Puspa, dan Ervan kembali ke dalam paviliun. Ervan, dan Puspa sudah berbaring berpelukan seperti keinginan Ervan.
Drrtt...
Drrtt...
Kali ini ponsel Puspa yang berdering.
"Ibu!" mata Puspa mengerjap, matanya menatap ke arah Ervan.
"Jawab saja," kata Ervan.
"Assalamuallaikum, Bu" sapa Puspa.
"Walaikum salam Puspa, kamu di mana? Sedang apa? Sudah buat sarapan buat Bapak belum? Bapak sudah sarapan belum?"
"Ya Bu, saya di ... saya sedang menyiapkan sarapan di meja makan Bu.
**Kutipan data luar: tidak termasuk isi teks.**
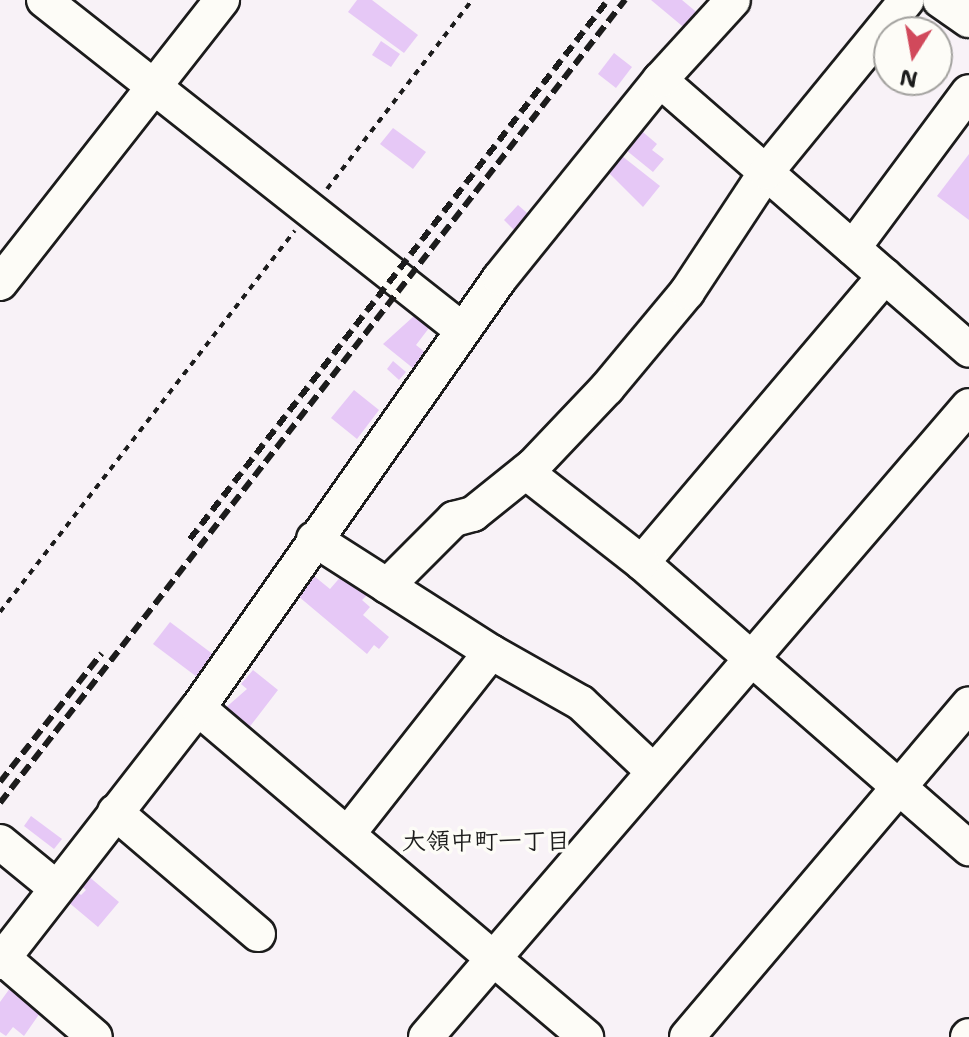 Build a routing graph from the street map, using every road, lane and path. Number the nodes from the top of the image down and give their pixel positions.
1 (44, 0) edge
2 (222, 0) edge
3 (472, 0) edge
4 (733, 0) edge
5 (907, 0) edge
6 (940, 0) edge
7 (969, 20) edge
8 (660, 80) junction
9 (154, 88) junction
10 (969, 92) edge
11 (766, 172) junction
12 (310, 211) junction
13 (853, 248) junction
14 (885, 276) junction
15 (0, 283) edge
16 (461, 329) junction
17 (969, 350) edge
18 (969, 406) edge
19 (526, 472) junction
20 (314, 539) junction
21 (642, 563) junction
22 (387, 586) junction
23 (0, 612) edge
24 (491, 652) junction
25 (751, 660) junction
26 (969, 705) edge
27 (198, 708) junction
28 (654, 772) junction
29 (898, 789) junction
30 (115, 812) junction
31 (348, 834) junction
32 (0, 842) edge
33 (969, 848) edge
34 (55, 887) junction
35 (258, 934) dead end
36 (494, 957) junction
37 (2, 960) edge
38 (95, 1037) edge
39 (426, 1037) edge
40 (586, 1037) edge
41 (687, 1037) edge

1 - 9 street
2 - 9 street
3 - 12 path
4 - 8 street
5 - 11 street
6 - 7 street
8 - 11 street
8 - 16 street
9 - 12 street
9 - 15 street
10 - 13 street
11 - 13 street
11 - 19 street
12 - 16 street
12 - 23 path
13 - 14 street
14 - 17 street
14 - 21 street
16 - 20 street
18 - 25 street
19 - 21 street
19 - 22 street
20 - 22 street
20 - 27 street
21 - 25 street
22 - 24 street
24 - 28 street
24 - 31 street
25 - 28 street
25 - 29 street
26 - 29 street
27 - 30 street
27 - 31 street
28 - 36 street
29 - 33 street
29 - 41 street
30 - 34 street
30 - 35 street
31 - 36 street
32 - 34 street
34 - 37 street
36 - 39 street
36 - 40 street
37 - 38 street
Enghh ... Bapak masih di kamar Ibu belum turun untuk sarapan," jawab Puspa terpaksa berbohong, demi menjaga perasaan Wulan.
"Ya sudah, perhatikan makan, dan pakaian Bapak ya Puspa."
"Baik, Bu"
"Assalamualaikum."
"Walaikum salam."
Puspa meletakan ponselnya.
'Ya Allah, maafkan atas kebohonganku tadi. Semoga ini kebohongan pertama, dan juga untuk terakhir kalinya, aamiin,' doa Puspa di dalam hatinya.
Ervan menarik Puspa kembali ke dalam pelukannya.
"Bapak tidak ingin tahu apa yang Ibu katakan kepada Saya?" tanya Puspa, merasa aneh saat melihat Ervan tidak bertanya apapun padanya, soal telepon dari istri tuanya barusan.
"Di tempat ini dunia kita berdua, iya'kan? Jadi hanya ada pembicaraan tentang kita berdua di sini," sahut Ervan.
"Tapi Saya merasa berdosa karena sudah berbohong sama Ibu."
"Bohong kita untuk menjaga perasaannya, Puspa. Semoga Allah mengampuni kita, karena sudah berbohong, aamiin."
"Aamiin," sahut Puspa.
Ervan menenggelamkan wajahnya di atas rambut Puspa, matanya terpejam dalam diam, tapi sesungguhnya hatinya tengah berkecamuk akan berbagai hal, di antara dirinya, istri tuanya, dan istri mudanya. Ervan berharap hubungan mereka akan tetap baik sampai akhir nanti.